_Task objective_
Using the listing below, please gather every line containing the word "lane".

_Given information_
# # # #
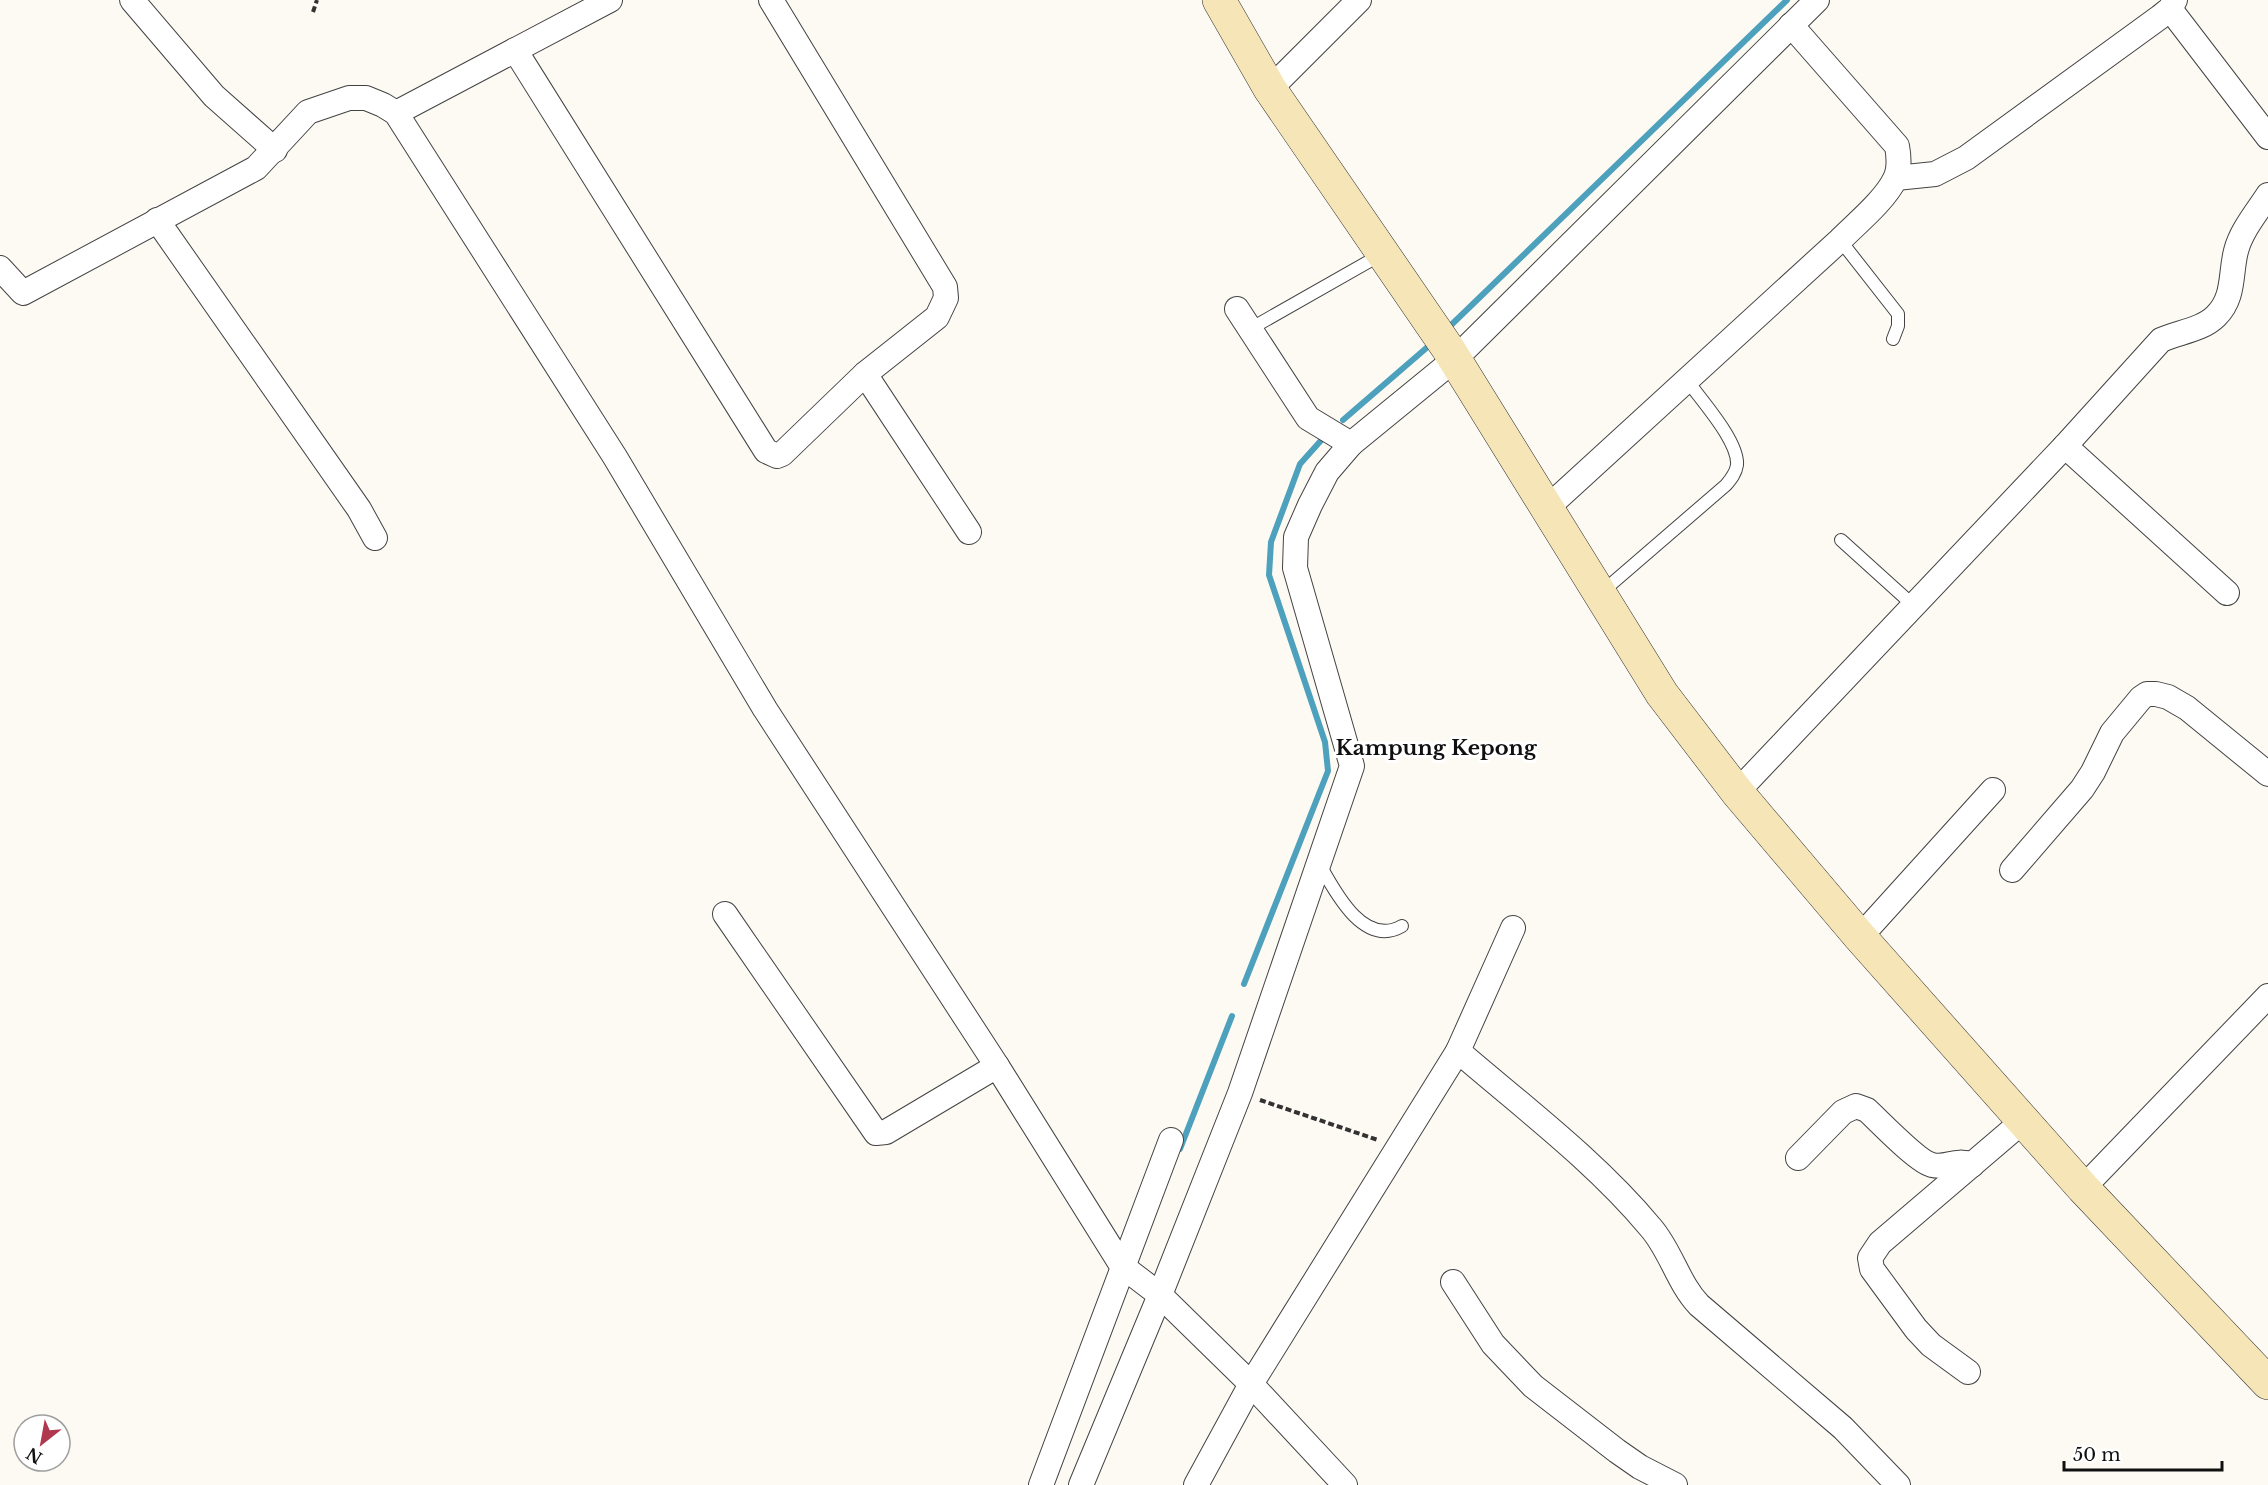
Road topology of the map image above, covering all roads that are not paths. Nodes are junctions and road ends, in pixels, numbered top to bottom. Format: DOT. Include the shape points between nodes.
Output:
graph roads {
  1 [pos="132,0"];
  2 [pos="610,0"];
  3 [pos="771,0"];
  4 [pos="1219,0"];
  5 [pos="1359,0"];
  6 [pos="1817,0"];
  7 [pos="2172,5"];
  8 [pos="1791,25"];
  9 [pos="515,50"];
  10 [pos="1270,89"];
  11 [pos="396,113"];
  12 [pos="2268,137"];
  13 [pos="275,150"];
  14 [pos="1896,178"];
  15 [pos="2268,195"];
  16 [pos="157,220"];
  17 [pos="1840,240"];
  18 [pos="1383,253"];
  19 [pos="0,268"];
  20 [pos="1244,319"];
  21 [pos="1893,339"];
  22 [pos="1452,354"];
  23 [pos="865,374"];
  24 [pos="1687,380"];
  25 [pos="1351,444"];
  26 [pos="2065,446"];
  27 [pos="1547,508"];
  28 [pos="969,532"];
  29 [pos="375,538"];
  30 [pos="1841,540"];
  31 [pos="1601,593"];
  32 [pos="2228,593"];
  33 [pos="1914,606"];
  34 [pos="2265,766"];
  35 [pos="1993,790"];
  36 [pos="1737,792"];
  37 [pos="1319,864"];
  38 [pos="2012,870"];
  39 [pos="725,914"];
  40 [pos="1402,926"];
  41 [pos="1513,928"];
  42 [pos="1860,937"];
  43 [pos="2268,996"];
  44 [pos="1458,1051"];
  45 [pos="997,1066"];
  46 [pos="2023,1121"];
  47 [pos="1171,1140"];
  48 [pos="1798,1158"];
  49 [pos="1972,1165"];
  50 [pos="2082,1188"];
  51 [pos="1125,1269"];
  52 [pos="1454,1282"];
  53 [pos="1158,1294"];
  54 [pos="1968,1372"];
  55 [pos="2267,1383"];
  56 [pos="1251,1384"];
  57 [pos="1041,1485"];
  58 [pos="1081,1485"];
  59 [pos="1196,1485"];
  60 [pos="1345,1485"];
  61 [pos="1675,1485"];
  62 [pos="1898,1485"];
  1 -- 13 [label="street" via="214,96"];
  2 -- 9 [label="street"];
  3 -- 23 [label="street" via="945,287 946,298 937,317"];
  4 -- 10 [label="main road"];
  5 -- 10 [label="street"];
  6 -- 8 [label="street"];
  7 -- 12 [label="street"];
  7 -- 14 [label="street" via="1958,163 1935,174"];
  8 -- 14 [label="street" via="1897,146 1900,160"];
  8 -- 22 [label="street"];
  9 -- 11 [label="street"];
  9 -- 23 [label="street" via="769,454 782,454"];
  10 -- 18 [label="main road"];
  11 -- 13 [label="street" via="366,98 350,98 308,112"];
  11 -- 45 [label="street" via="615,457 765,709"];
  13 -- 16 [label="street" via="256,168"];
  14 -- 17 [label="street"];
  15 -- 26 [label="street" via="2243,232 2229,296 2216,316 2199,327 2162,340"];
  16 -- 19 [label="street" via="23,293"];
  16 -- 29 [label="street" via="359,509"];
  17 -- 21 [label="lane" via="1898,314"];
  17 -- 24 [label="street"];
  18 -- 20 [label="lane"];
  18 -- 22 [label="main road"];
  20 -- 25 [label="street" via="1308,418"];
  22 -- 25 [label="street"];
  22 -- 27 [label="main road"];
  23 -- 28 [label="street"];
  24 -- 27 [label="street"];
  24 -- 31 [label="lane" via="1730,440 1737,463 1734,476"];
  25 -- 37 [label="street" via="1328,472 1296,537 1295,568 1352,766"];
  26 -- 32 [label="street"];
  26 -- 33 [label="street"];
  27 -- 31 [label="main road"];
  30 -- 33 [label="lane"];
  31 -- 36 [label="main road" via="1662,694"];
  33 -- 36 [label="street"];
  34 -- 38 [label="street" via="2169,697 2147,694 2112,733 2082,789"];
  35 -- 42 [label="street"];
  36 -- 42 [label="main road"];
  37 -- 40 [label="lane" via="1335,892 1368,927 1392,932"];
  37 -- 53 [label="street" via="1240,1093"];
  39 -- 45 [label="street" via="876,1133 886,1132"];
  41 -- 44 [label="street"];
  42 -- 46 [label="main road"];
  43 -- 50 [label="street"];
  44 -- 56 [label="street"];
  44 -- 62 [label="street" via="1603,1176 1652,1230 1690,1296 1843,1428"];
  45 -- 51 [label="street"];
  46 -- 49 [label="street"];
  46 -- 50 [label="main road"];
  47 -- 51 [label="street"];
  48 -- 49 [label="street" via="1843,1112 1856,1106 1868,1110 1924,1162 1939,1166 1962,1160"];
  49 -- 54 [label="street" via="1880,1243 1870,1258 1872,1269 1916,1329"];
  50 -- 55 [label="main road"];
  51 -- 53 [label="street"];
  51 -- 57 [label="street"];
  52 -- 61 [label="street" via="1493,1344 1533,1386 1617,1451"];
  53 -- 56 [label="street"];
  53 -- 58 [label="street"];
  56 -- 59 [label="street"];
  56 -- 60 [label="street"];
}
# # # #
_Task output_
  17 -- 21 [label="lane" via="1898,314"];
  18 -- 20 [label="lane"];
  24 -- 31 [label="lane" via="1730,440 1737,463 1734,476"];
  30 -- 33 [label="lane"];
  37 -- 40 [label="lane" via="1335,892 1368,927 1392,932"];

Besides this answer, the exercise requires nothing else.